Dallarda doğdukları günkü gibi, düşer yapraklar usul usul.
Yazın hiç esmeyeceği sanılan rüzgar, başlar esmeye.
Bir katken üç kat olur kıyafetler aniden.
Kışlıklar çıkar ağır ağır, yazlıklar dolaba girerken.
Klimalar kapanır, kaloriferler yanmaya başlar.
Önce minikler başlar okula, sonra büyükler.

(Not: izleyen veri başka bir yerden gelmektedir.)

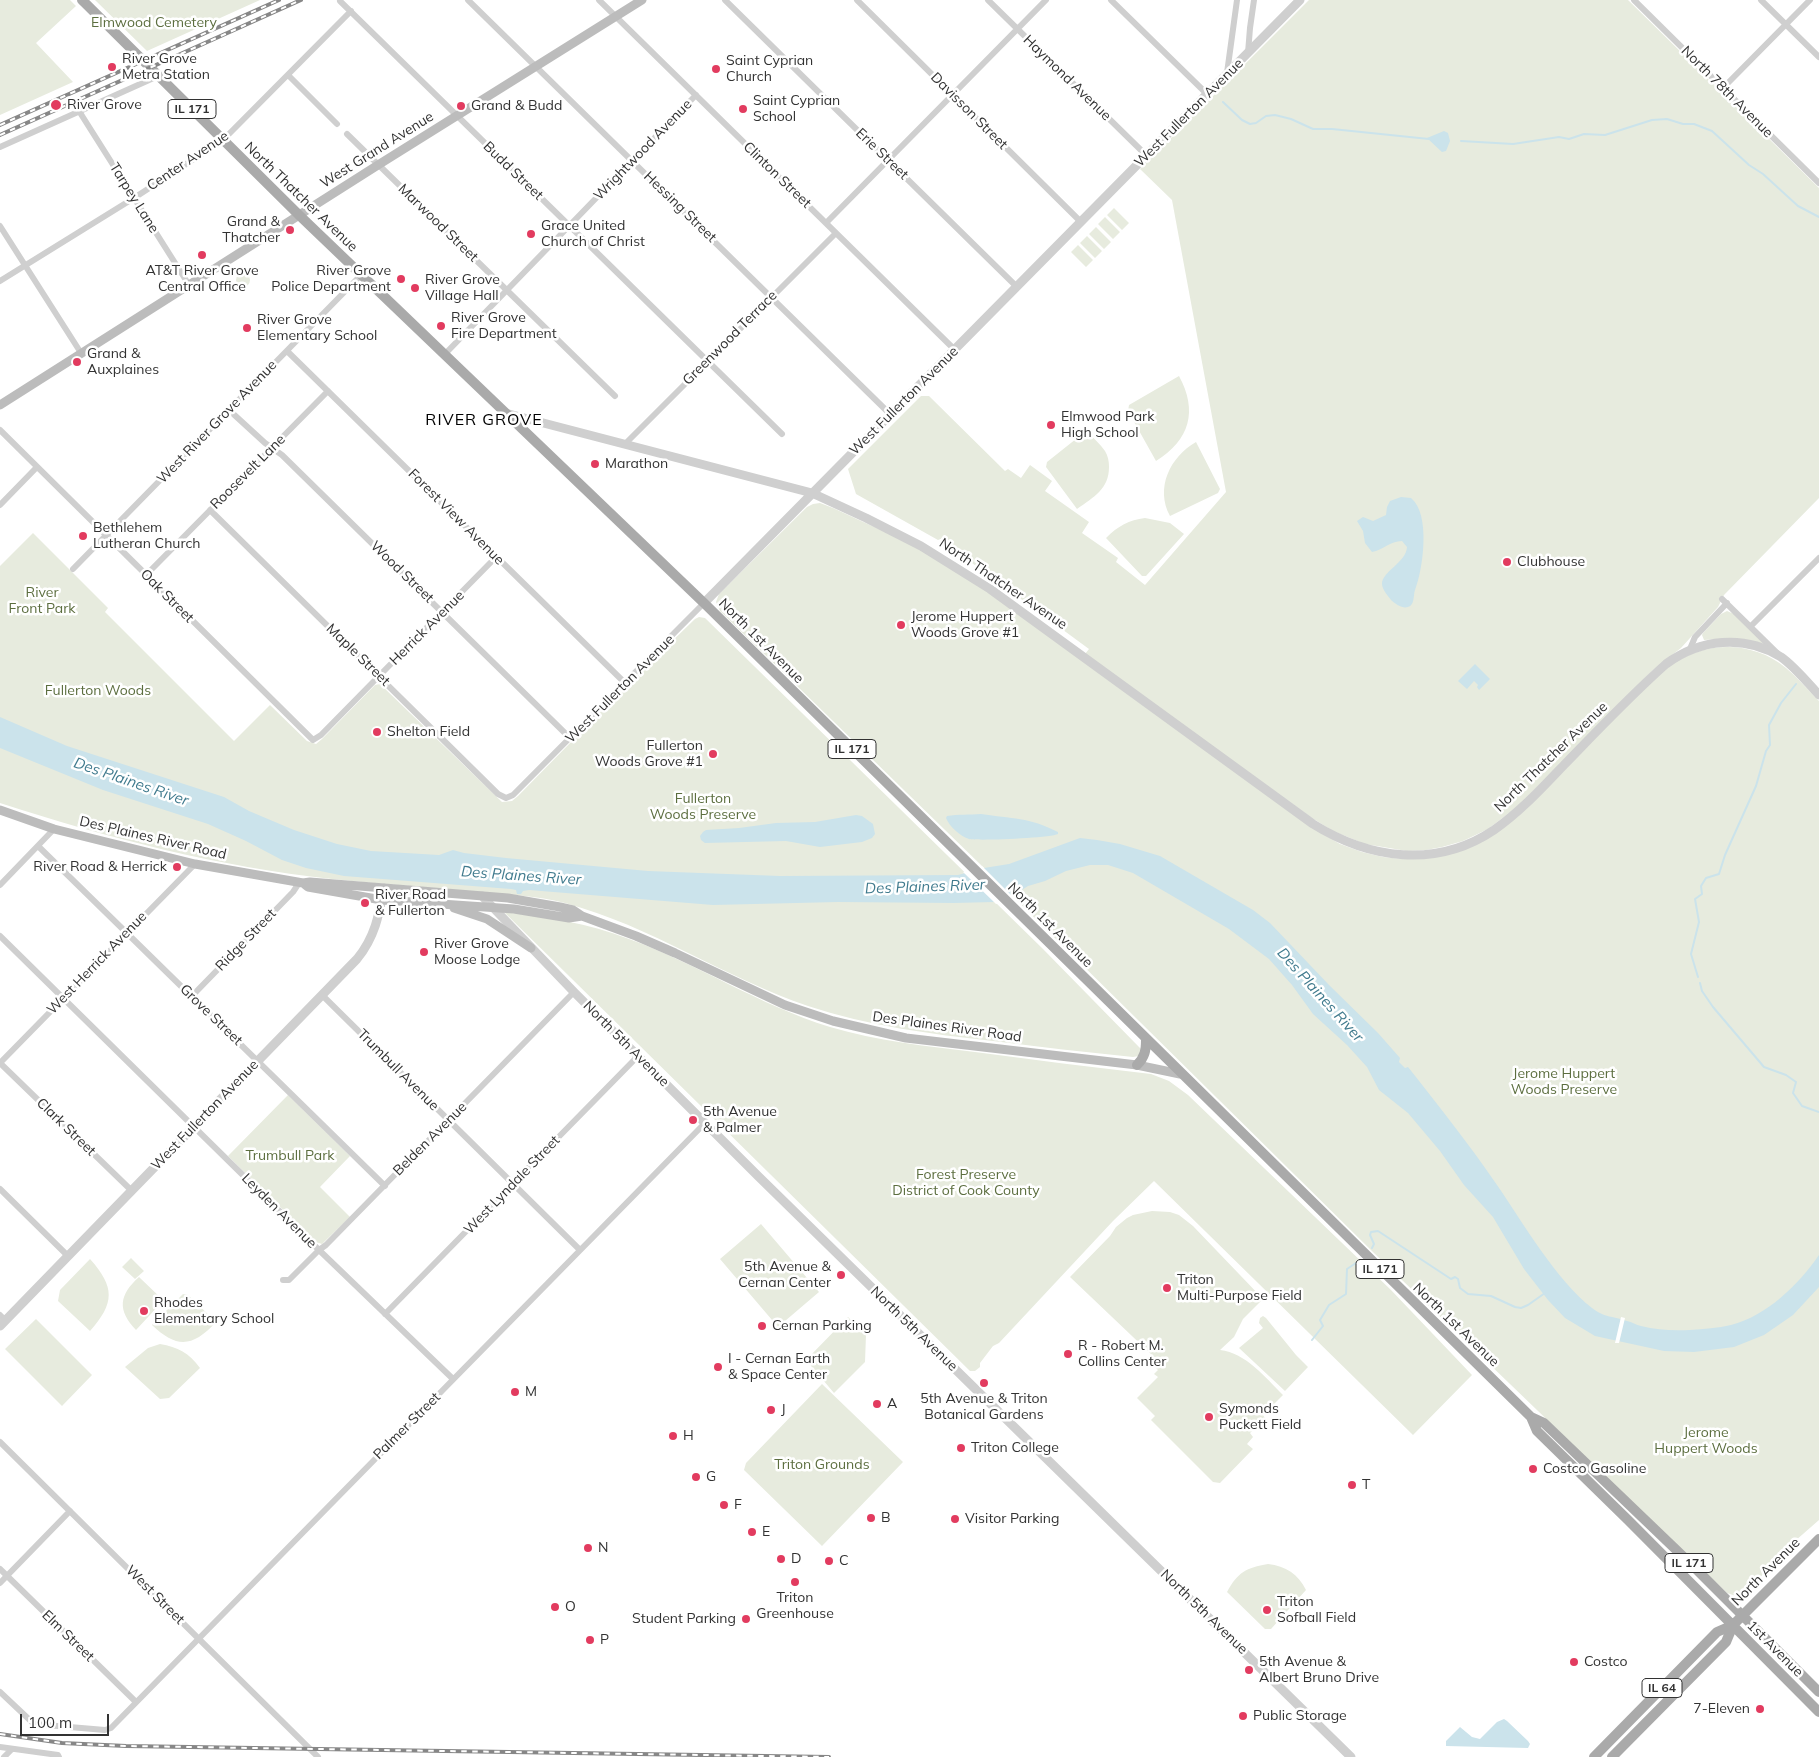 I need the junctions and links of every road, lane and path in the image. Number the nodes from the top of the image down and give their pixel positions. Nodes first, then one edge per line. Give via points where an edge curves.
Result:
1 (82, 0) edge
2 (468, 0) edge
3 (599, 0) edge
4 (642, 0) edge
5 (725, 0) edge
6 (857, 0) edge
7 (988, 0) edge
8 (1046, 0) edge
9 (1111, 0) edge
10 (1237, 0) edge
11 (1254, 0) edge
12 (1300, 0) edge
13 (1634, 0) edge
14 (1762, 0) edge
15 (1810, 0) edge
16 (340, 1) edge
17 (351, 11) junction
18 (616, 16) junction
19 (1786, 24) junction
20 (1017, 29) junction
21 (1248, 53) junction
22 (1819, 57) edge
23 (535, 67) junction
24 (1227, 74) junction
25 (288, 75) junction
26 (158, 76) junction
27 (1723, 88) junction
28 (953, 94) junction
29 (1207, 94) junction
30 (696, 95) junction
31 (79, 111) junction
32 (457, 116) junction
33 (337, 124) dead end
34 (346, 134) dead end
35 (223, 140) junction
36 (0, 147) edge
37 (1146, 156) junction
38 (888, 160) junction
39 (633, 161) junction
40 (378, 165) junction
41 (1819, 183) edge
42 (134, 198) junction
43 (300, 216) junction
44 (826, 222) junction
45 (1081, 222) junction
46 (0, 226) edge
47 (570, 226) junction
48 (836, 233) junction
49 (24, 265) junction
50 (361, 275) junction
51 (0, 281) edge
52 (189, 285) junction
53 (1018, 286) junction
54 (507, 290) junction
55 (772, 297) junction
56 (955, 350) junction
57 (287, 351) junction
58 (81, 353) junction
59 (444, 355) junction
60 (708, 361) junction
61 (328, 391) junction
62 (615, 396) dead end
63 (0, 404) edge
64 (229, 410) junction
65 (505, 412) junction
66 (891, 415) junction
67 (0, 430) edge
68 (782, 434) dead end
69 (625, 444) junction
70 (272, 448) junction
71 (37, 467) junction
72 (812, 493) junction
73 (0, 505) edge
74 (210, 510) junction
75 (106, 536) junction
76 (496, 557) junction
77 (1819, 558) edge
78 (73, 569) dead end
79 (146, 575) junction
80 (704, 603) junction
81 (443, 612) junction
82 (1751, 626) junction
83 (1690, 649) junction
84 (1782, 658) junction
85 (380, 676) junction
86 (625, 683) junction
87 (1819, 695) edge
88 (570, 738) junction
89 (313, 740) joint
90 (506, 798) joint
91 (0, 810) edge
92 (54, 829) junction
93 (38, 846) junction
94 (195, 864) junction
95 (301, 883) junction
96 (0, 885) edge
97 (384, 888) junction
98 (482, 896) junction
99 (382, 900) junction
100 (439, 904) junction
101 (493, 908) junction
102 (582, 916) junction
103 (127, 933) junction
104 (0, 936) edge
105 (531, 948) junction
106 (574, 992) junction
107 (322, 995) junction
108 (192, 996) junction
109 (64, 998) junction
110 (1146, 1040) junction
111 (638, 1055) junction
112 (258, 1061) junction
113 (0, 1063) edge
114 (1137, 1065) junction
115 (1180, 1074) junction
116 (449, 1120) junction
117 (705, 1122) junction
118 (194, 1127) junction
119 (513, 1184) junction
120 (385, 1186) junction
121 (0, 1189) edge
122 (132, 1191) junction
123 (319, 1250) junction
124 (580, 1250) junction
125 (68, 1256) junction
126 (283, 1280) dead end
127 (385, 1314) junction
128 (2, 1321) edge
129 (453, 1379) junction
130 (1531, 1418) junction
131 (0, 1442) edge
132 (70, 1511) junction
133 (1819, 1539) edge
134 (0, 1569) edge
135 (7, 1576) junction
136 (0, 1583) edge
137 (1743, 1616) junction
138 (1733, 1625) junction
139 (198, 1638) junction
140 (0, 1692) edge
141 (1819, 1692) edge
142 (136, 1702) junction
143 (1819, 1712) edge
144 (0, 1747) edge
145 (12, 1749) junction
146 (4, 1757) edge
147 (59, 1757) edge
148 (318, 1757) edge
149 (1352, 1757) edge
150 (1594, 1757) edge
151 (1612, 1757) edge

1 - 26 main road, North Thatcher Avenue / IL 171
2 - 23 street, Hessing Street
3 - 18 street, Clinton Street
4 - 18 main road, West Grand Avenue
5 - 38 street, Erie Street
6 - 28 street, Davisson Street
7 - 20 street, Haymond Avenue
8 - 20 street
9 - 29 street
10 - 24 street
11 - 21 street
12 - 21 street, West Fullerton Avenue
13 - 27 street, North 78th Avenue
14 - 19 street
15 - 19 street
16 - 17 street, Budd Street
17 - 25 street, Center Avenue
17 - 32 street, Budd Street
18 - 23 main road, West Grand Avenue
18 - 30 street, Clinton Street
19 - 22 street
19 - 27 street
20 - 28 street
20 - 37 street, Haymond Avenue
21 - 24 street, West Fullerton Avenue
23 - 32 main road, West Grand Avenue
23 - 39 street, Hessing Street
24 - 29 street, West Fullerton Avenue
25 - 33 street
25 - 35 street, Center Avenue
26 - 31 street
26 - 35 main road, North Thatcher Avenue / IL 171
27 - 41 street, North 78th Avenue
28 - 38 street
28 - 45 street, Davisson Street
29 - 37 street, West Fullerton Avenue
30 - 39 street, Wrightwood Avenue
30 - 44 street, Clinton Street
31 - 36 street
31 - 42 street, Tarpey Lane
32 - 40 main road, West Grand Avenue
32 - 47 street, Budd Street
34 - 40 street, Marwood Street
35 - 42 street, Center Avenue
35 - 43 main road, North Thatcher Avenue / IL 171
37 - 45 street, West Fullerton Avenue
38 - 44 street
38 - 53 street, Erie Street
39 - 47 street, Wrightwood Avenue
39 - 55 street, Hessing Street
40 - 43 main road, West Grand Avenue
40 - 54 street, Marwood Street
42 - 49 street, Center Avenue
42 - 52 street, Tarpey Lane
43 - 50 main road, North Thatcher Avenue / IL 171
43 - 52 main road, West Grand Avenue
44 - 48 street, Clinton Street
45 - 53 street, West Fullerton Avenue
46 - 49 street
47 - 54 street, Wrightwood Avenue
47 - 60 street, Budd Street
48 - 55 street, Greenwood Terrace
48 - 56 street, Clinton Street
49 - 51 street, Center Avenue
49 - 58 street
50 - 57 street, West River Grove Avenue
50 - 59 main road, North Thatcher Avenue / IL 171
52 - 58 main road, West Grand Avenue
53 - 56 street, West Fullerton Avenue
54 - 59 street, Wrightwood Avenue
54 - 62 street, Marwood Street
55 - 60 street, Greenwood Terrace
55 - 66 street, Hessing Street
56 - 66 street, West Fullerton Avenue
57 - 61 street, Forest View Avenue
57 - 64 street, West River Grove Avenue
58 - 63 main road, West Grand Avenue
59 - 65 main road, North Thatcher Avenue / IL 171
60 - 68 street, Budd Street
60 - 69 street, Greenwood Terrace
61 - 70 street, Roosevelt Lane
61 - 76 street, Forest View Avenue
64 - 70 street, Wood Street
64 - 75 street, West River Grove Avenue
65 - 69 street, North Thatcher Avenue
65 - 80 main road, North 1st Avenue / IL 171
66 - 72 street, West Fullerton Avenue
67 - 71 street, Oak Street
69 - 72 street, North Thatcher Avenue
70 - 74 street, Roosevelt Lane
70 - 81 street, Wood Street
71 - 73 street
71 - 75 street, Oak Street
72 - 80 street, West Fullerton Avenue
72 - 83 street, North Thatcher Avenue via 898,534 973,577 1312,824 1367,850 1402,855 1434,853 1463,845 1494,830 1522,807 1655,674
74 - 79 street, Roosevelt Lane
74 - 85 street, Maple Street
75 - 78 street, West River Grove Avenue
75 - 79 street, Oak Street
76 - 81 street, Herrick Avenue
76 - 86 street, Forest View Avenue
77 - 82 street
79 - 89 street, Oak Street
80 - 86 street, West Fullerton Avenue
80 - 110 main road, North 1st Avenue / IL 171
81 - 85 street, Herrick Avenue
81 - 88 street, Wood Street
82 - 83 street via 1725,601 1695,637
82 - 84 street
83 - 84 street, North Thatcher Avenue via 1729,642 1759,647
84 - 87 street, North Thatcher Avenue
85 - 89 street, Herrick Avenue
85 - 90 street, Maple Street via 498,794
86 - 88 street, West Fullerton Avenue
88 - 90 street, West Fullerton Avenue via 513,795
91 - 92 main road, Des Plaines River Road
92 - 93 street
92 - 94 main road, Des Plaines River Road
93 - 96 street
93 - 103 street, Grove Street
94 - 95 main road, Des Plaines River Road
94 - 103 street, West Herrick Avenue
95 - 97 main road, Des Plaines River Road
95 - 99 main road, Des Plaines River Road
95 - 108 street, Ridge Street
97 - 98 main road, Des Plaines River Road
97 - 99 street, West Fullerton Avenue
98 - 101 street, North 5th Avenue
98 - 102 main road, Des Plaines River Road via 542,903 574,910
99 - 100 main road, Des Plaines River Road
99 - 107 street, West Fullerton Avenue via 376,928 367,946
100 - 101 main road, Des Plaines River Road
100 - 105 main road via 487,919
101 - 102 main road, Des Plaines River Road via 569,918
101 - 105 street, North 5th Avenue
102 - 114 main road, Des Plaines River Road via 675,952 785,1004 833,1021 906,1038
103 - 108 street, Grove Street
103 - 109 street, West Herrick Avenue
104 - 109 street, Leyden Avenue
105 - 106 street, North 5th Avenue
106 - 111 street, North 5th Avenue
106 - 116 street, Belden Avenue
107 - 112 street, West Fullerton Avenue
107 - 116 street, Trumbull Avenue
108 - 112 street, Grove Street
109 - 113 street, West Herrick Avenue
109 - 118 street, Leyden Avenue
110 - 114 main road via 1146,1051
110 - 115 main road, North 1st Avenue / IL 171
111 - 117 street, North 5th Avenue
111 - 119 street, West Lyndale Street
112 - 118 street, West Fullerton Avenue
112 - 120 street, Grove Street
113 - 122 street, Clark Street
114 - 115 main road, Des Plaines River Road
115 - 130 main road, North 1st Avenue / IL 171
116 - 119 street, Trumbull Avenue
116 - 120 street, Belden Avenue
117 - 124 street, Palmer Street
117 - 149 street, North 5th Avenue
118 - 122 street, West Fullerton Avenue
118 - 123 street, Leyden Avenue
119 - 124 street, Trumbull Avenue
119 - 127 street, West Lyndale Street
120 - 123 street, Belden Avenue
121 - 125 street
122 - 125 street, West Fullerton Avenue
123 - 126 street, Belden Avenue via 290,1280
123 - 127 street, Leyden Avenue
124 - 129 street, Palmer Street
125 - 128 street, West Fullerton Avenue
127 - 129 street, Leyden Avenue
129 - 139 street, Palmer Street
130 - 137 main road, North 1st Avenue / IL 171 via 1544,1423
130 - 138 main road, North 1st Avenue / IL 171 via 1537,1431
131 - 132 street, West Street
132 - 135 street
132 - 139 street, West Street
133 - 137 main road, North Avenue / IL 64
134 - 135 street, Elm Street
135 - 136 street
135 - 142 street, Elm Street
137 - 138 main road, North Avenue / IL 64
137 - 141 main road, 1st Avenue / IL 171
138 - 143 main road, 1st Avenue / IL 171
138 - 150 main road, North Avenue / IL 64 via 1717,1632
138 - 151 main road, North Avenue / IL 64 via 1726,1642
139 - 142 street, Palmer Street
139 - 148 street, West Street
140 - 142 street, Palmer Street via 34,1724 108,1730
144 - 145 street
145 - 146 street
145 - 147 street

Servisler kaplar sokakları.
Gurbetlik öğrencilerin çanta hazırlama telaşıdır bu aylar…
…ve belki de gurbetçilerin toparlanma telaşı.
Geride kalanlarla gidenlerin arasındaki o adı konulamayan hüzündür belki de
Bu ayları bu kadar farklı kılan.
Gidenlerin yüreklerindeki, kalanların gözlerindeki yaşlardır yağmurlar.

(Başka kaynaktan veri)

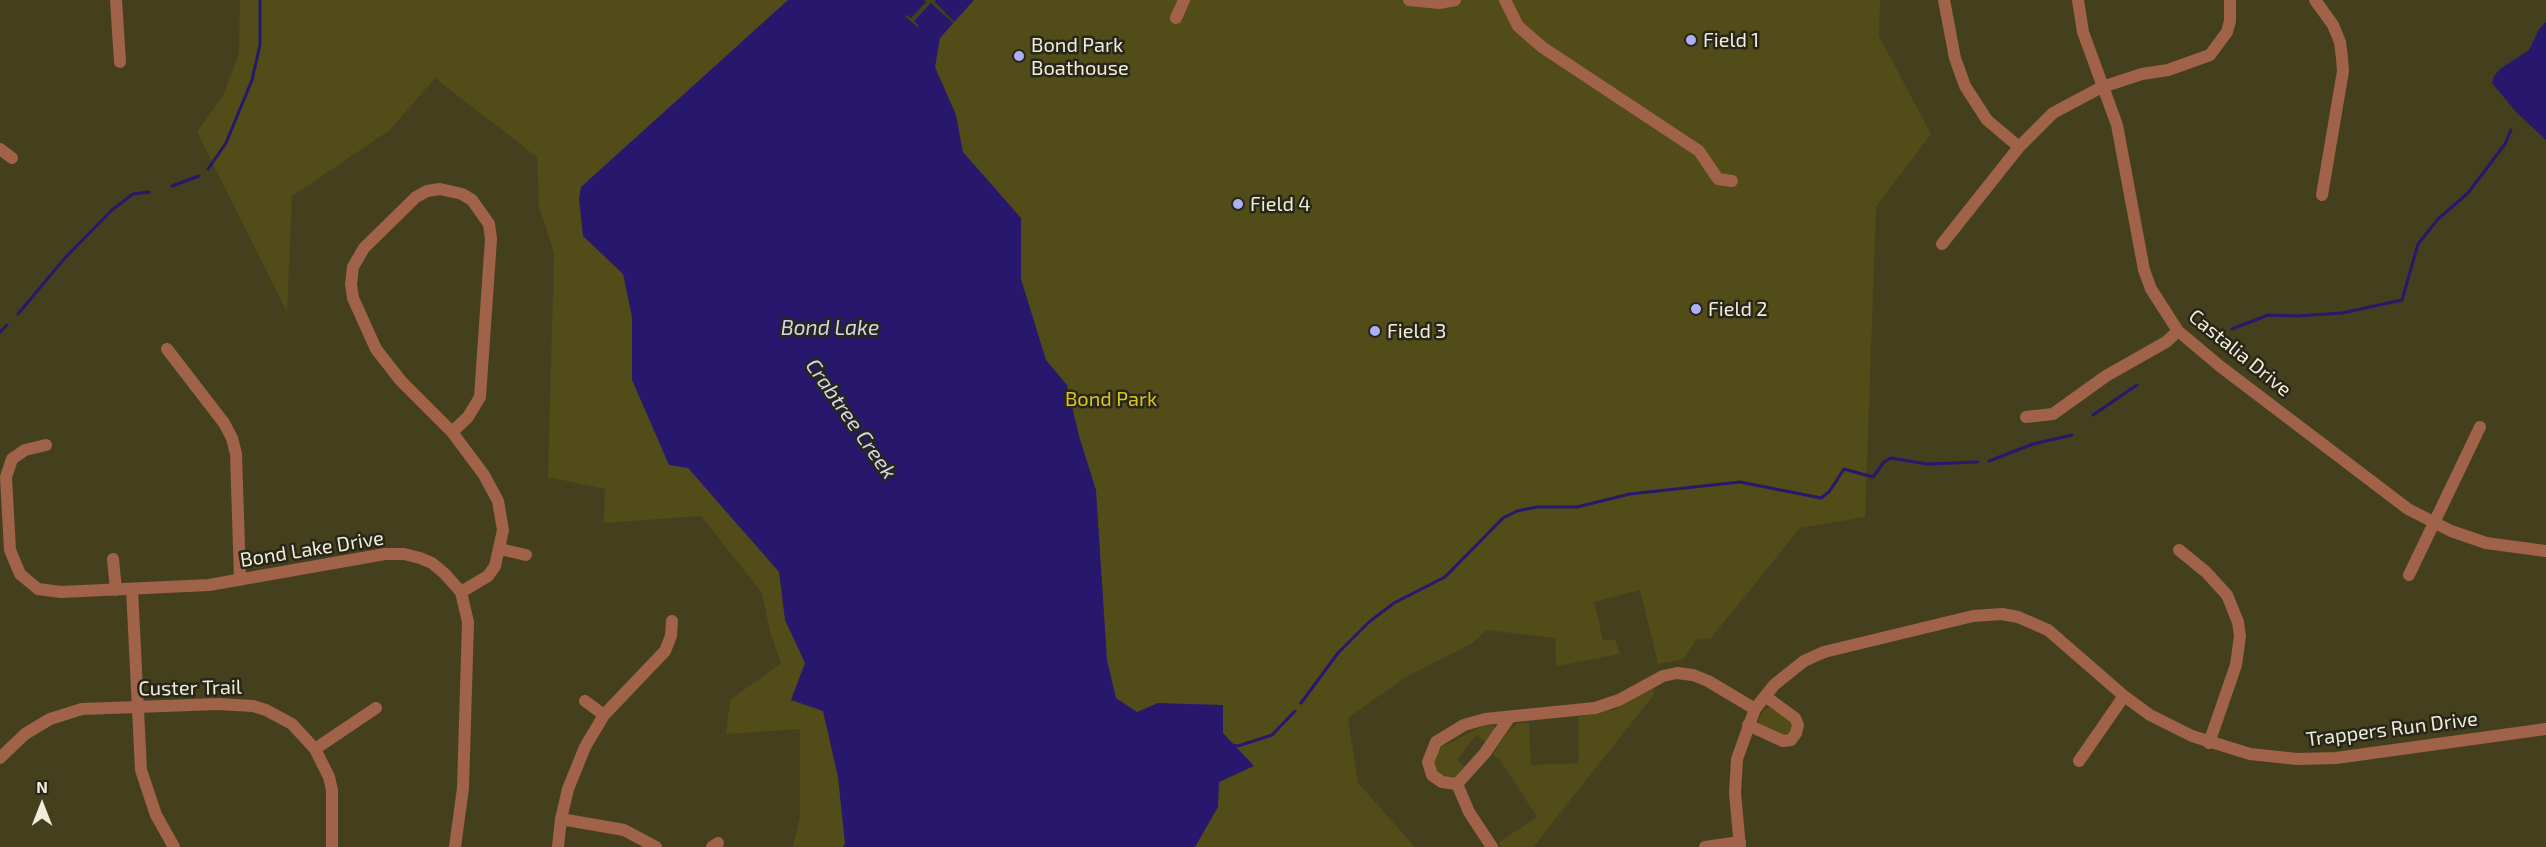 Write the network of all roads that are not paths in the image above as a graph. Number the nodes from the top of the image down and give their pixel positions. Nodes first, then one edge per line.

Ilık ılık serin serin yağmurlar…
Tatilden sıyrılmanın vaktidir artık.
O yeşil ormanlar, o mavi sular, zihinlerde de geride kalır.
Rahatlıktan gerginliğe, sakinlikten strese geçer insan.
Altına uzanıp sessizliği dinleyebileceği bir ağaç gölgesi arar.
Hayallerinden kilometrelerce ötede kalmaktır, bu mevsim…
…ve belki de hayallerini ötelemektir, geleceğe, bir kere daha…
Rüzgarları yeniden göğüsleme vaktidir, yorgun bir yelken gibi.
Ağlamamaya, gülümsemeye çalışmanın vaktidir.
Tekrar dönmek ümidiyle uzaklaşmaktır bu mevsim.
Yazdan, tatilden ve memleketten…
Mevsimin serinliği, içini üşütenlerdenim ben.
İşte budur, benim mahzun, sonbahar hikayem.